GORE BAY—Gore Bay council has accepted one of four bids for the construction of the water main work on Phipps and Eleanor Streets, but with bids higher than anticipated, the town will be contacting the contractor to look at where some costs can be saved. This comes amidst one councillor having brought forward concerns that instead of hiring a company from off-Island for the project, the work should have been undertaken by a local company.
Council was informed the request for proposals had been issued and the tenders were opened on May 3. From there the bids were sent to the township engineer of this project, R.V. Anderson Associates Limited for the bids to be analyzed and a recommendation put forward to council for its meeting this past Monday.

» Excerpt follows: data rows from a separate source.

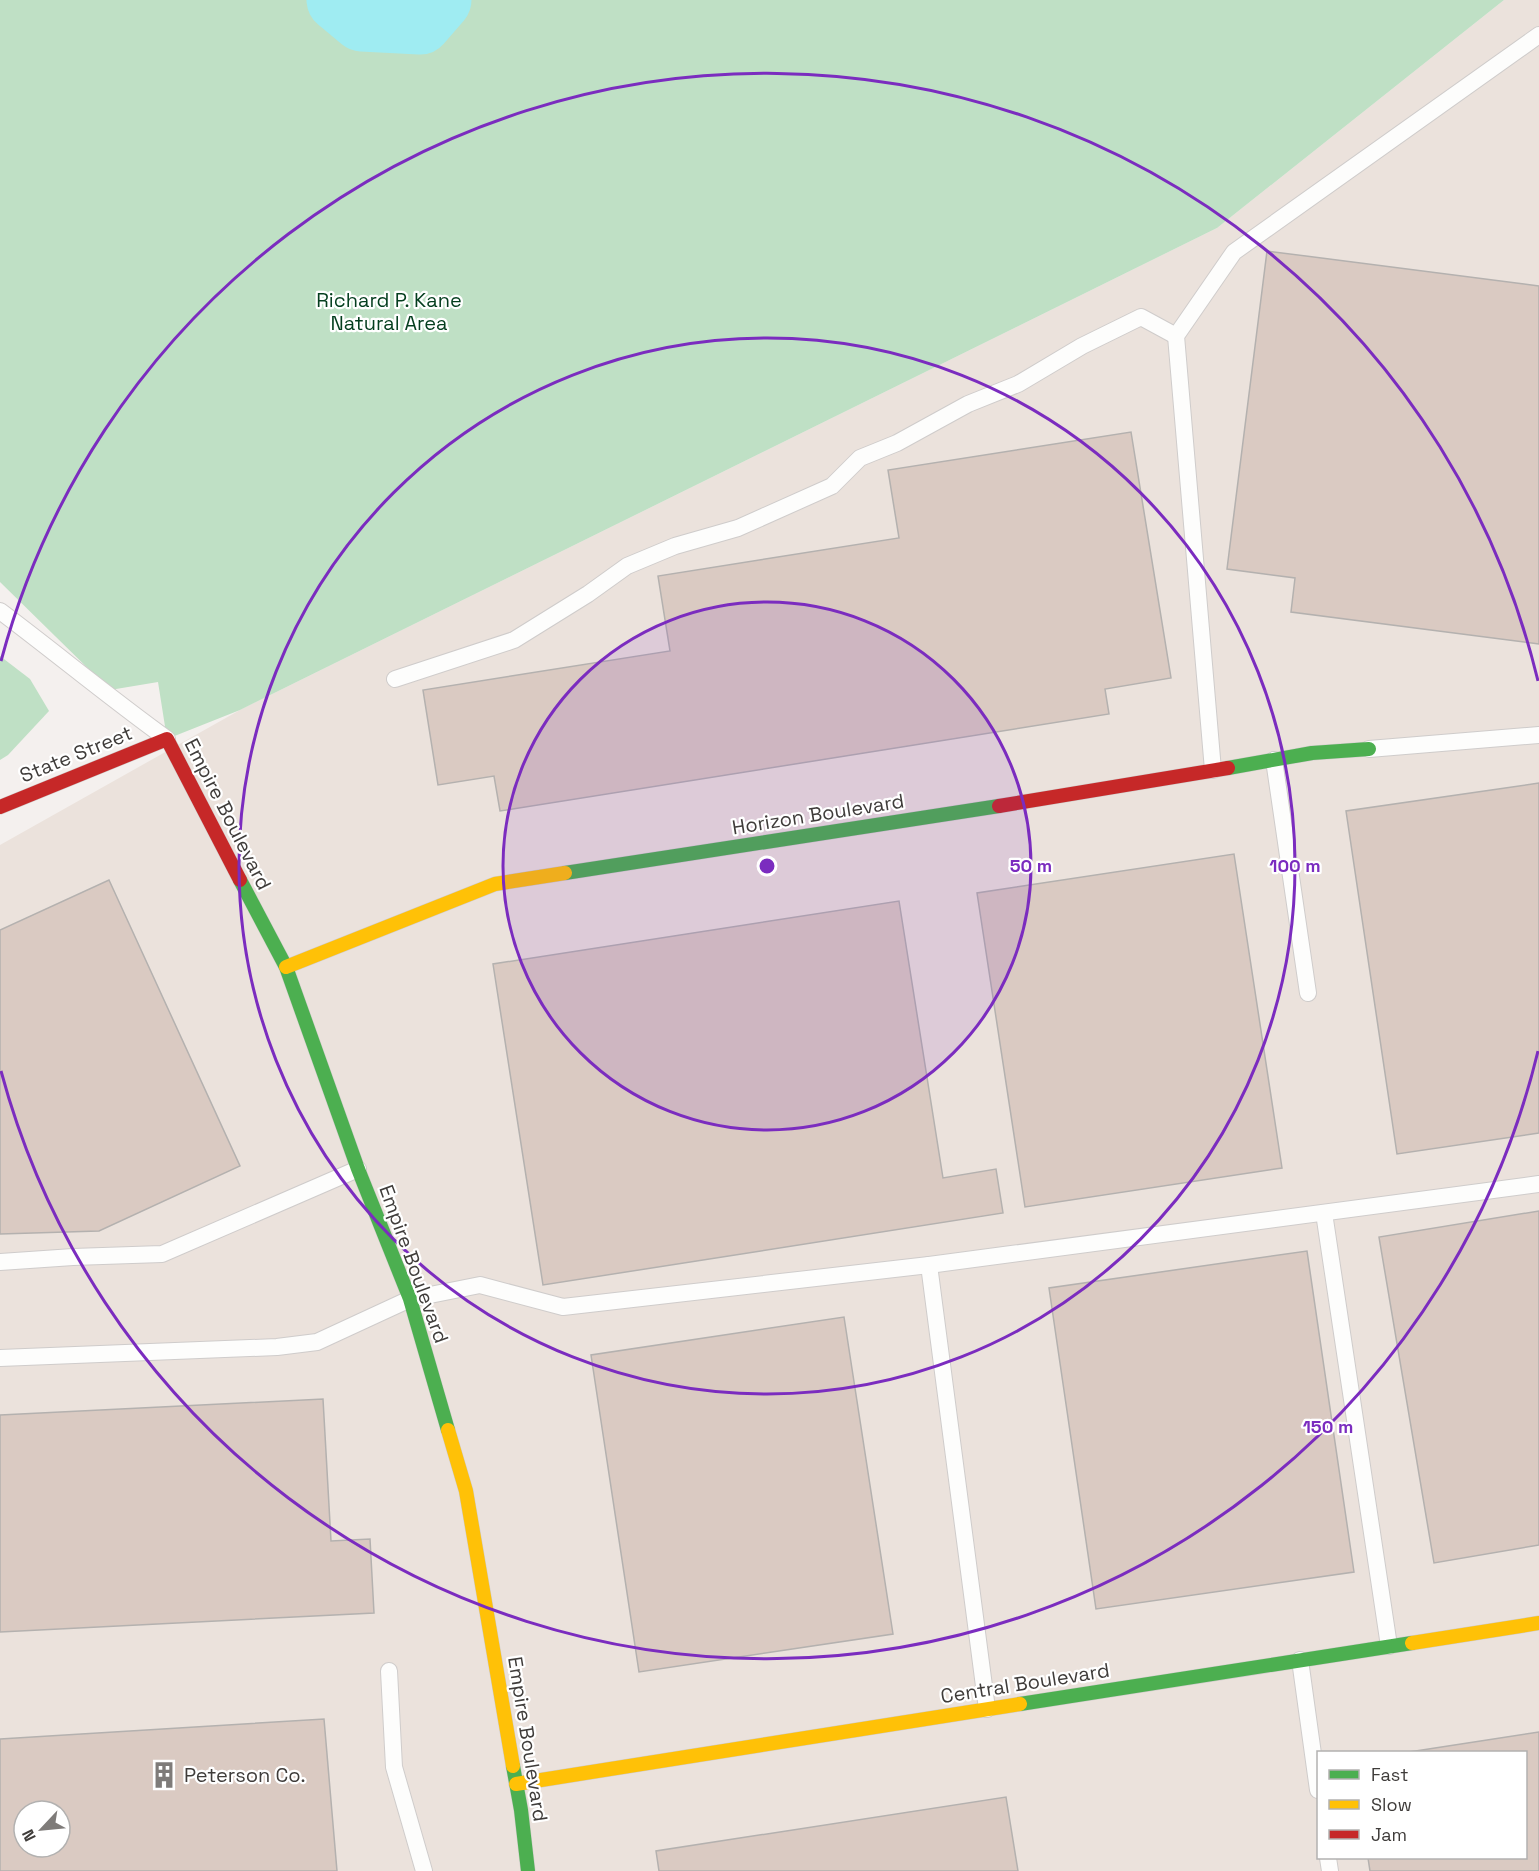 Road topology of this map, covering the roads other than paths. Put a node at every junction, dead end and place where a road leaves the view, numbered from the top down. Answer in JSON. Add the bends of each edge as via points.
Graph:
{"nodes":[{"id":1,"x":1539,"y":35,"type":"edge"},
{"id":2,"x":1176,"y":336,"type":"junction"},
{"id":3,"x":0,"y":611,"type":"edge"},
{"id":4,"x":395,"y":679,"type":"dead end"},
{"id":5,"x":1539,"y":735,"type":"edge"},
{"id":6,"x":167,"y":739,"type":"junction"},
{"id":7,"x":1369,"y":749,"type":"joint"},
{"id":8,"x":1274,"y":760,"type":"junction"},
{"id":9,"x":1214,"y":770,"type":"junction"},
{"id":10,"x":0,"y":807,"type":"edge"},
{"id":11,"x":286,"y":967,"type":"junction"},
{"id":12,"x":1308,"y":993,"type":"dead end"},
{"id":13,"x":358,"y":1169,"type":"junction"},
{"id":14,"x":1539,"y":1184,"type":"edge"},
{"id":15,"x":1324,"y":1214,"type":"junction"},
{"id":16,"x":0,"y":1262,"type":"edge"},
{"id":17,"x":929,"y":1265,"type":"junction"},
{"id":18,"x":410,"y":1299,"type":"junction"},
{"id":19,"x":0,"y":1358,"type":"edge"},
{"id":20,"x":1539,"y":1623,"type":"edge"},
{"id":21,"x":1389,"y":1646,"type":"junction"},
{"id":22,"x":1300,"y":1660,"type":"junction"},
{"id":23,"x":390,"y":1671,"type":"dead end"},
{"id":24,"x":987,"y":1708,"type":"junction"},
{"id":25,"x":1317,"y":1783,"type":"edge"},
{"id":26,"x":516,"y":1784,"type":"junction"},
{"id":27,"x":424,"y":1871,"type":"edge"},
{"id":28,"x":528,"y":1871,"type":"edge"}],
"edges":[{"from":1,"to":2,"type":"lane","via":[[1234,252]]},
{"from":2,"to":4,"type":"lane","via":[[1141,317],[1018,384],[968,404],[897,443],[860,458],[832,486],[738,528],[675,546],[627,566],[514,640]]},
{"from":2,"to":9,"type":"lane"},
{"from":3,"to":6,"type":"lane"},
{"from":5,"to":7,"type":"lane"},
{"from":6,"to":10,"type":"street","name":"State Street"},
{"from":6,"to":11,"type":"street","name":"Empire Boulevard"},
{"from":7,"to":8,"type":"street","name":"Horizon Boulevard"},
{"from":8,"to":9,"type":"street","name":"Horizon Boulevard"},
{"from":8,"to":12,"type":"lane"},
{"from":9,"to":11,"type":"street","name":"Horizon Boulevard","via":[[495,884]]},
{"from":11,"to":13,"type":"street","name":"Empire Boulevard"},
{"from":13,"to":16,"type":"lane","via":[[162,1254]]},
{"from":13,"to":18,"type":"street","name":"Empire Boulevard"},
{"from":14,"to":15,"type":"lane"},
{"from":15,"to":17,"type":"lane"},
{"from":15,"to":21,"type":"lane"},
{"from":17,"to":18,"type":"lane","via":[[563,1307],[480,1285]]},
{"from":17,"to":24,"type":"lane"},
{"from":18,"to":19,"type":"lane","via":[[316,1342],[277,1347]]},
{"from":18,"to":26,"type":"street","name":"Empire Boulevard","via":[[466,1491]]},
{"from":20,"to":21,"type":"street","name":"Central Boulevard"},
{"from":21,"to":22,"type":"street","name":"Central Boulevard"},
{"from":22,"to":24,"type":"street","name":"Central Boulevard"},
{"from":22,"to":25,"type":"lane"},
{"from":23,"to":27,"type":"lane","via":[[394,1767]]},
{"from":24,"to":26,"type":"street","name":"Central Boulevard"},
{"from":26,"to":28,"type":"street","name":"Empire Boulevard"}]}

Town Clerk Annette Clarke explained, “you have a breakdown in front of you, and a recommendation from R.V. Anderson on the bids.” It was recommended that the bid from Lacroix Construction, which was the lowest bid at $2,525,895.78, be accepted. In total what the town has in funding and its own share off the costs of the project it still leaves a shortfall on all three parts of the project, Phipps Street A, Phipps Street B, Eleanor Street and engineering costs, of a total of $280,403.905.
“That shortfall of $280,403.95 has not been budgeted for,” Ms. Clarke told council. She pointed out council could pay its share of $93,467.98 from the town’s water reserve as well as an additional $186,935.97 paid from the water reserve. She also said in discussion with representatives of R.V. Anderson, it was recommended that they could look at some of the lump sums on bids in the tender which were large to see if some cost savings can be found.
“I know we (town) can do the project cheaper,” stated Councillor Kevin Woestenenk.
Council was told that the engineers recommended the town not do the job on its own for several reasons, one being liability issues. And if the town were to decide to do the work on its own now, it would mean having to go through the lengthy tender process once again while work has to be completed this year as per the funding agreements.
“It is not feasible for us to do this ourselves, this is not our expertise,” stated Councillor Dan Osborne.
“I disagree a little,” said Councillor Woestenenk. He said the Corbiere Brothers based out of M’Chigeeng, and H and R. Noble Construction have done work previously and their prices and the work they have done has been what the town wanted. He agreed some of the costs in the winning tender bid can be reduced.
“I know we can do this cheaper. I know a retired civil engineer that I talked to today that said he could take this project on,” said Councillor Woestenenk.
“We could hire Corbieres or Nobles to do this work,” said Councillor Woestenenk. “The numbers we’ve received are high and here we have a company from Sudbury three hours away doing this work. They are coming to make money, not help us. This is a lot of money. I’m looking at some of the costs in the contract-for instance $80,000 for gravel in base paving. It’s high. They are going to make a lot of money off of us. I just wish we could do more on our own.”
Councillor Larry Eirikson asked if the town can go back to the government for additional assistance.
Ms. Clarke said she is sure the government won’t give the town more funding for the project, as the funding was provided as part of a number of large scale projects being funded in the province.
“I would go back and tell them the estimates are too high,” said Councillor Eirikson.
“I will,” said Ms. Clarke, who explained, “I’m not confident we will receive more money from the government. Our initial application was made three years ago and prices for supplies have all increased.” However, she said that R.V. Anderson is also questioning some of the lump sum estimates in the winning tender bid and that she is going to be inquiring about those figures.
Mayor Ron Lane noted the town has received provincial funding, but inquired as to whether the funds promised under the federal-provincial Clean Water Waste Water Fund have been provided for the project.
This funding has not been confirmed as of yet, council was told.
“So the bidders tendered their costs knowing that Part B of the project (Eleanor Street) might not happen (without funding),”said Mayor Lane.
Mayor Lane said one way or another, “we need to get shovels in the ground on this project, we don’t want to be doing this work in the winter.”
Council considered and approved a motion to approve the lowest tender, Lacroix Construction, with discussions being held with the company to hopefully reduce some of the costs. And the work on Eleanor Street will only take place if funding is provided by the Clean Water Waste Water Fund.
Council also agreed to make up the shortfall in funds by taking funds out of its water reserves, and paying it back. No decision was made on how low the town would take to replenish the funds.
Gore Bay has received up to $1,521,967 from the OCIF for the replacement of the existing water main along Phipps Street. The replacement of the existing water main takes in all of Phipps Street, and includes in the work on a new water line, replacement of curbs, an inspection of sewer and if needed additional fire hydrants being installed.